Exercise details
Return the records from the first line through the line containing "Turn all roads", and leave out the pictures.

Stored items from a collection:
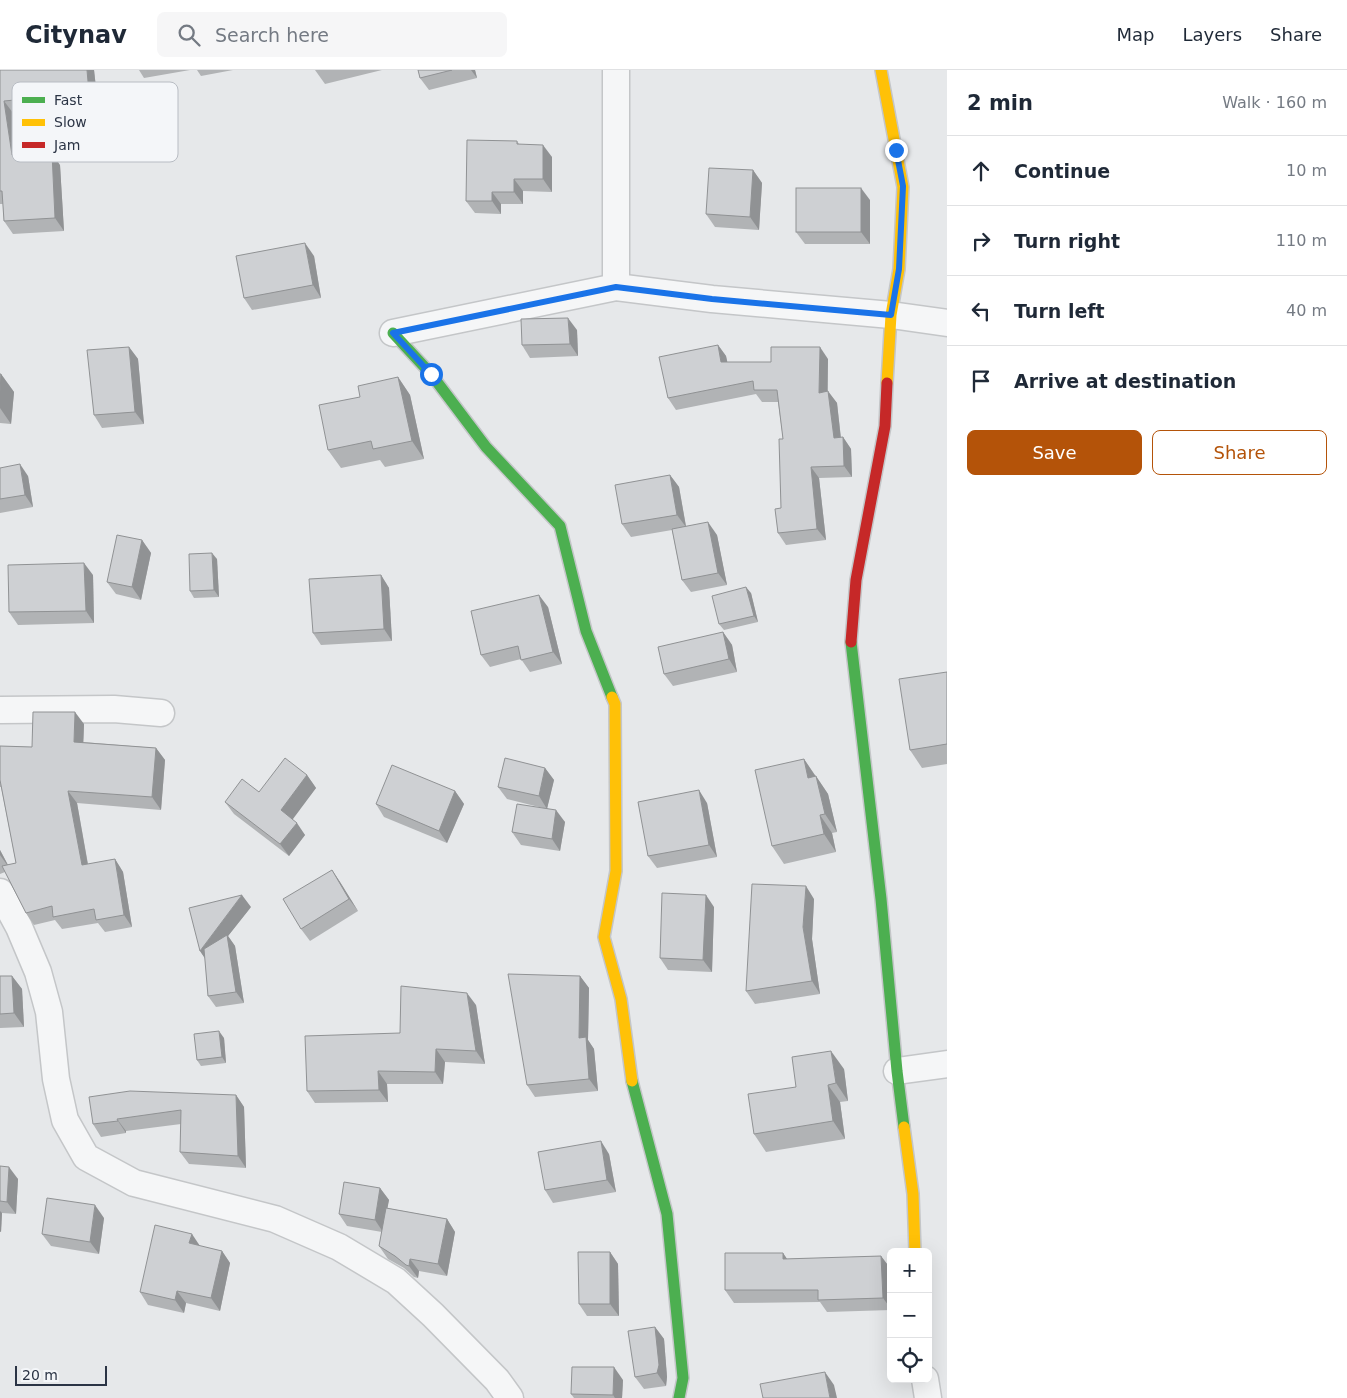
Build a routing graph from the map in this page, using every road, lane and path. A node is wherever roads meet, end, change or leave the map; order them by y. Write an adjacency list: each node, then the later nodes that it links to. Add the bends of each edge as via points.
1 (616, 70): 3 (street)
2 (881, 70): 4 (street, via 903,186 899,269)
3 (616, 287): 4 (street); 6 (street)
4 (891, 315): 5 (street); 11 (street, via 885,426 856,580 851,644)
5 (947, 323)
6 (393, 333): 15 (street, via 431,374 486,447 560,526 586,630 615,704 616,871 604,937 621,999 633,1090 667,1214 683,1378)
7 (0, 710): 8 (street, via 114,709)
8 (162, 713)
9 (0, 892): 14 (street, via 38,972 49,1012 56,1080 65,1120 86,1157 134,1183 275,1219 339,1247 396,1281 497,1380)
10 (947, 1064): 11 (street)
11 (897, 1071): 12 (street, via 912,1194)
12 (915, 1248)
13 (926, 1383): 16 (street)
14 (510, 1398)
15 (679, 1398)
16 (928, 1398)

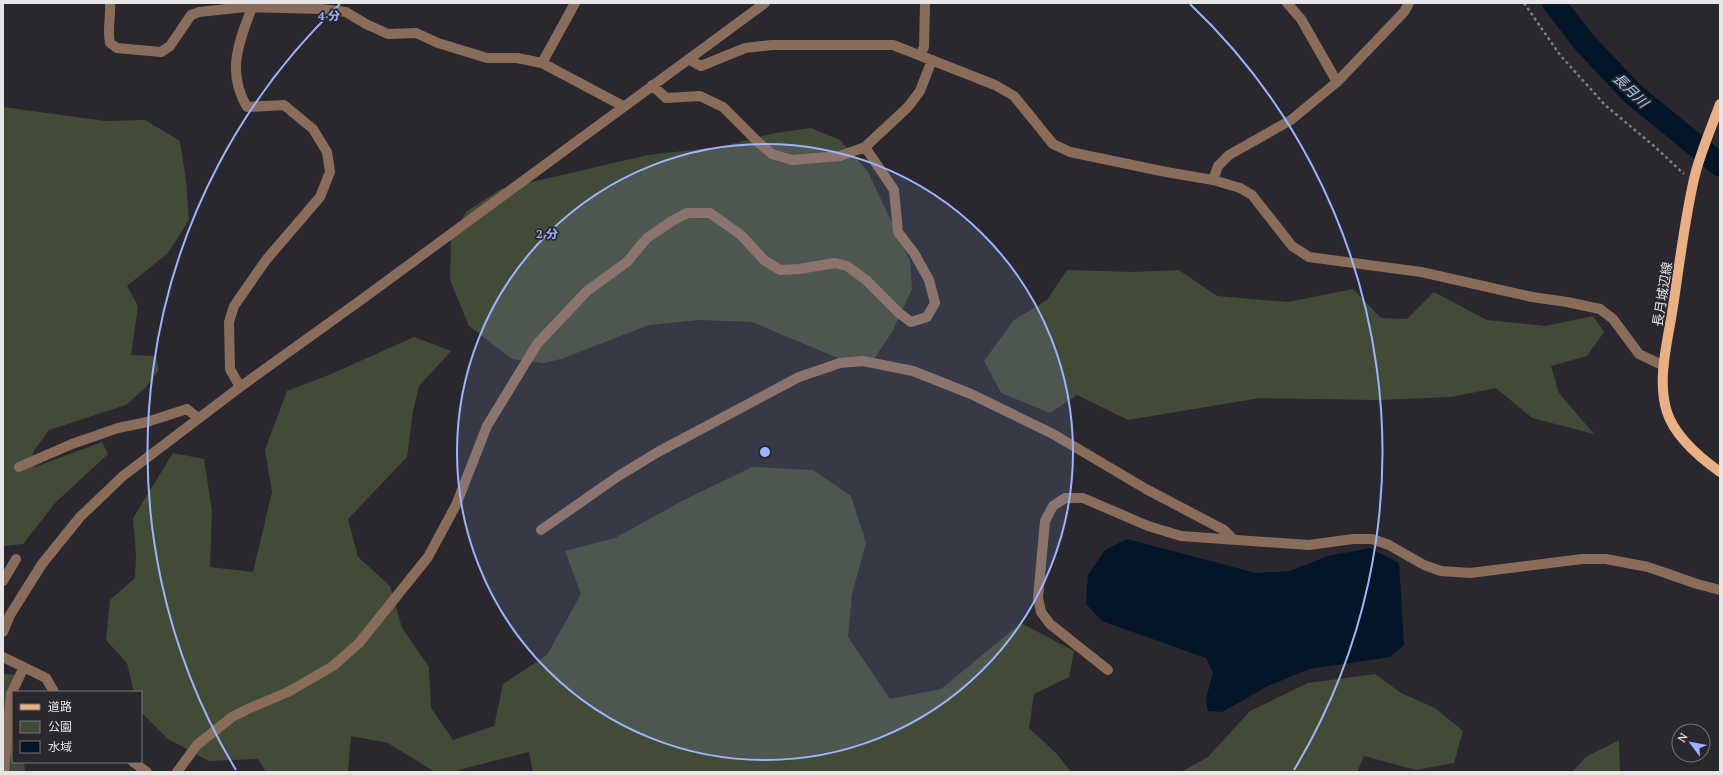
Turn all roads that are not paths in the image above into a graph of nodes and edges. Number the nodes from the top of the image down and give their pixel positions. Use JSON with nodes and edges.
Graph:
{"nodes":[{"id":1,"x":110,"y":3,"type":"edge"},
{"id":2,"x":575,"y":3,"type":"edge"},
{"id":3,"x":765,"y":3,"type":"edge"},
{"id":4,"x":925,"y":3,"type":"edge"},
{"id":5,"x":1287,"y":3,"type":"edge"},
{"id":6,"x":1409,"y":3,"type":"edge"},
{"id":7,"x":322,"y":6,"type":"edge"},
{"id":8,"x":252,"y":7,"type":"junction"},
{"id":9,"x":920,"y":55,"type":"junction"},
{"id":10,"x":688,"y":59,"type":"junction"},
{"id":11,"x":932,"y":60,"type":"junction"},
{"id":12,"x":542,"y":63,"type":"junction"},
{"id":13,"x":1337,"y":82,"type":"junction"},
{"id":14,"x":652,"y":85,"type":"junction"},
{"id":15,"x":1720,"y":104,"type":"edge"},
{"id":16,"x":623,"y":106,"type":"junction"},
{"id":17,"x":865,"y":147,"type":"junction"},
{"id":18,"x":1213,"y":180,"type":"junction"},
{"id":19,"x":1664,"y":366,"type":"junction"},
{"id":20,"x":240,"y":386,"type":"junction"},
{"id":21,"x":198,"y":418,"type":"junction"},
{"id":22,"x":19,"y":467,"type":"dead end"},
{"id":23,"x":1720,"y":472,"type":"edge"},
{"id":24,"x":541,"y":530,"type":"dead end"},
{"id":25,"x":1233,"y":539,"type":"junction"},
{"id":26,"x":16,"y":560,"type":"dead end"},
{"id":27,"x":3,"y":581,"type":"edge"},
{"id":28,"x":1720,"y":590,"type":"edge"},
{"id":29,"x":3,"y":632,"type":"edge"},
{"id":30,"x":3,"y":657,"type":"edge"},
{"id":31,"x":20,"y":665,"type":"junction"},
{"id":32,"x":1108,"y":670,"type":"dead end"},
{"id":33,"x":53,"y":691,"type":"edge"},
{"id":34,"x":134,"y":763,"type":"edge"},
{"id":35,"x":4,"y":772,"type":"edge"},
{"id":36,"x":147,"y":772,"type":"edge"},
{"id":37,"x":177,"y":772,"type":"edge"}],
"edges":[{"from":1,"to":8,"type":"street"},
{"from":2,"to":12,"type":"street"},
{"from":3,"to":10,"type":"street"},
{"from":4,"to":9,"type":"street"},
{"from":5,"to":13,"type":"street"},
{"from":6,"to":13,"type":"street"},
{"from":7,"to":8,"type":"street"},
{"from":7,"to":12,"type":"street"},
{"from":8,"to":20,"type":"street"},
{"from":9,"to":10,"type":"street"},
{"from":9,"to":11,"type":"street"},
{"from":10,"to":14,"type":"street"},
{"from":11,"to":17,"type":"street"},
{"from":11,"to":18,"type":"street"},
{"from":12,"to":16,"type":"street"},
{"from":13,"to":18,"type":"street"},
{"from":14,"to":16,"type":"street"},
{"from":14,"to":17,"type":"street"},
{"from":15,"to":19,"type":"main road","name":"長月城辺線"},
{"from":16,"to":20,"type":"street"},
{"from":17,"to":37,"type":"street"},
{"from":18,"to":19,"type":"street"},
{"from":19,"to":23,"type":"main road","name":"長月城辺線"},
{"from":20,"to":21,"type":"street"},
{"from":21,"to":22,"type":"street"},
{"from":21,"to":29,"type":"street"},
{"from":24,"to":25,"type":"street"},
{"from":25,"to":28,"type":"street"},
{"from":25,"to":32,"type":"street"},
{"from":26,"to":27,"type":"street"},
{"from":30,"to":31,"type":"street"},
{"from":31,"to":33,"type":"street"},
{"from":31,"to":35,"type":"street"},
{"from":34,"to":36,"type":"street"}]}
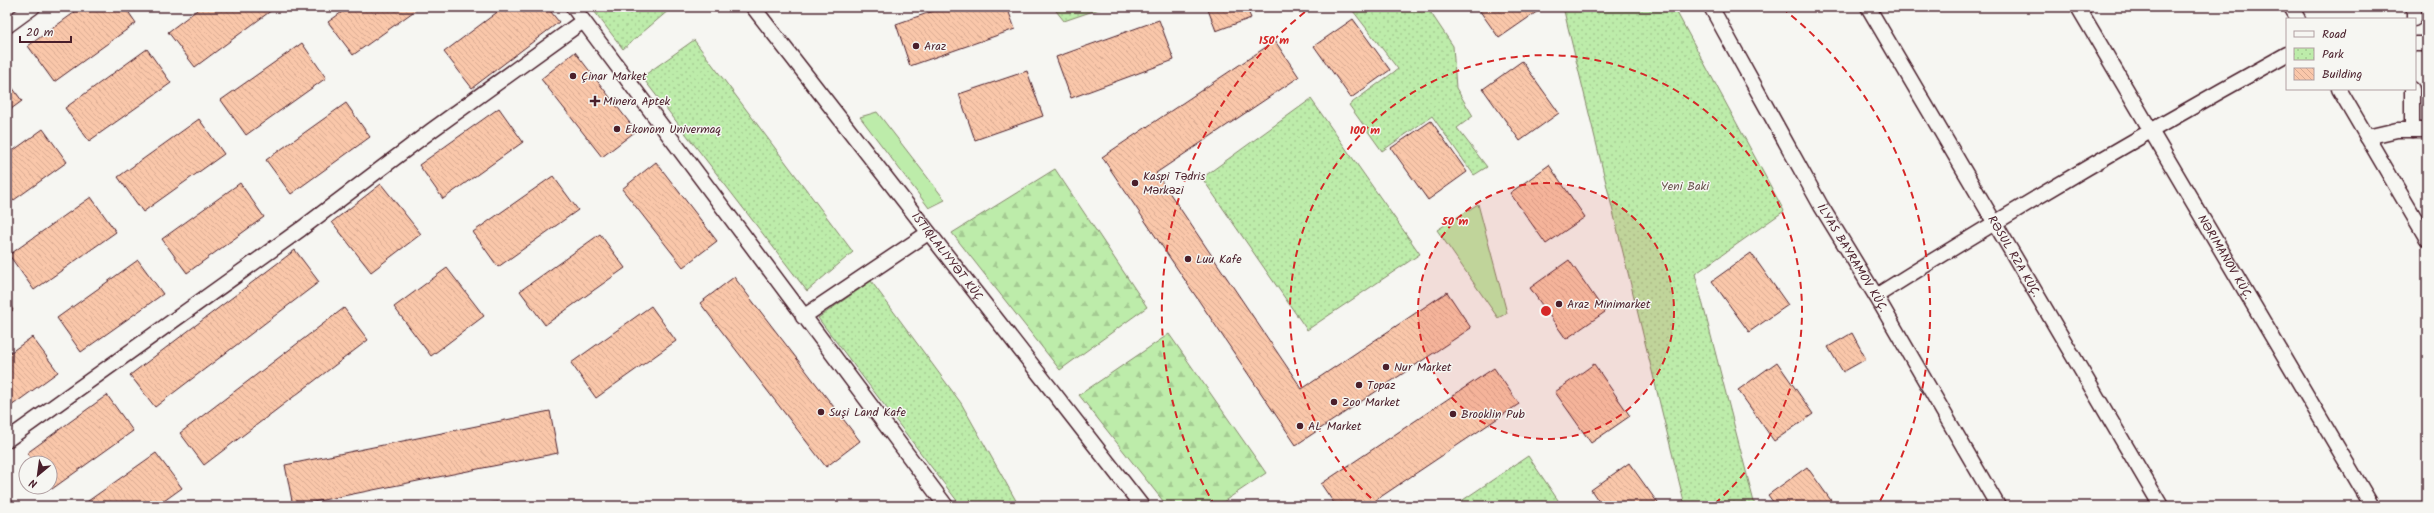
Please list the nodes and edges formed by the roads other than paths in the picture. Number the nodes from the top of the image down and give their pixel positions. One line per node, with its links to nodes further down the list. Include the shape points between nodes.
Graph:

Output for this task
Build a routing graph from the map in this page, using every road, lane and path. A node is wherever roads meet, end, change or leave the map; order them by y. Write an adjacency list: each node, then the later nodes that it links to. Add the bends of each edge as via points.
1 (616, 70): 3 (street)
2 (881, 70): 4 (street, via 903,186 899,269)
3 (616, 287): 4 (street); 6 (street)
4 (891, 315): 5 (street); 11 (street, via 885,426 856,580 851,644)
5 (947, 323)
6 (393, 333): 15 (street, via 431,374 486,447 560,526 586,630 615,704 616,871 604,937 621,999 633,1090 667,1214 683,1378)
7 (0, 710): 8 (street, via 114,709)
8 (162, 713)
9 (0, 892): 14 (street, via 38,972 49,1012 56,1080 65,1120 86,1157 134,1183 275,1219 339,1247 396,1281 497,1380)
10 (947, 1064): 11 (street)
11 (897, 1071): 12 (street, via 912,1194)
12 (915, 1248)
13 (926, 1383): 16 (street)
14 (510, 1398)
15 (679, 1398)
16 (928, 1398)

Turn all roads that are not paths in the image above into a graph of nodes and edges. Number the nodes from the top of the image down and give their pixel positions. Use JSON with nodes and edges.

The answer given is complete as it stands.